Photo en Une : © domaine public

Lancées en 1987 par la division circuits intégrés de l’institut Fraunhofer en collaboration avec Philips, les recherches sur le format MPEG-1/2 Layer III, abrégé en MP3, aboutissent en 1995. Ce format de compression audio avait pour avantage de prendre peu de place, ce qui le rendait facilement stockable et téléchargeable à l'époque de l'ADSL et des lecteurs USB de 512 Mo. Au début des années 2000, le MP3 s’est imposé comme le format de référence pour tous les fichiers et flux audio, accompagnant la démocratisation de l'iPod et autres baladeurs digitaux.
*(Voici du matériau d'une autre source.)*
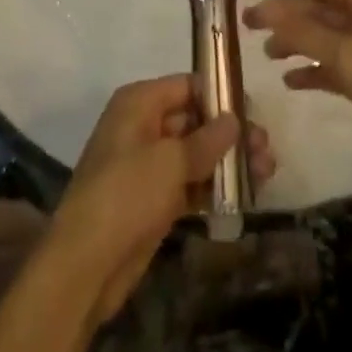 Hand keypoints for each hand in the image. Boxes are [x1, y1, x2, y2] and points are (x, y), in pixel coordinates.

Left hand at [43, 75, 275, 321]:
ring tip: (266, 172)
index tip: (254, 110)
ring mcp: (147, 165)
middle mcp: (143, 126)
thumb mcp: (170, 161)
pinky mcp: (153, 200)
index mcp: (139, 103)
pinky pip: (190, 184)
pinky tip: (245, 195)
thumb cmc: (126, 195)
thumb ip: (207, 139)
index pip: (187, 86)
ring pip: (195, 155)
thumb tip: (233, 120)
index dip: (220, 95)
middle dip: (230, 134)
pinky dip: (214, 188)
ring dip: (228, 162)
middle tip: (266, 147)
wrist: (85, 265)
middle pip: (194, 120)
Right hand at [244, 0, 351, 200]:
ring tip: (265, 54)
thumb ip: (305, 33)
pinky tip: (289, 82)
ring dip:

Mais une fois l'euphorie retombée, il s'est rapidement avéré que la restitution du son laissait tout de même à désirer ; le MP3 est alors de plus en plus décrié, et à mesure que les capacités de stockage augmentent, le format est progressivement délaissé au profit de l'AAC, de l'AIFF, du FLAC ou du WAV.

« AAC est le nouveau standard pour le téléchargement de musique et de vidéos »


Bernhard Grill, directeur de la division circuits intégrés de l’institut Fraunhofer et principal développeur du MP3, a déclaré à la NPR (National Public Radio) que le AAC était devenu « le nouveau standard pour le téléchargement de musique et de vidéos, ajoutant qu'il était plus efficace que le MP3 et offre plus de fonctionnalités ». L’institut a quant à lui annoncé que son programme de licence pour le MP3 et les logiciels associés, arrivé à expiration en avril dernier, ne serait pas renouvelé. Le développement du format a donc été abandonné, ce qui signifie que ce dernier tombe dans le domaine public ; son implémentation dans des programmes étant désormais libre de droit.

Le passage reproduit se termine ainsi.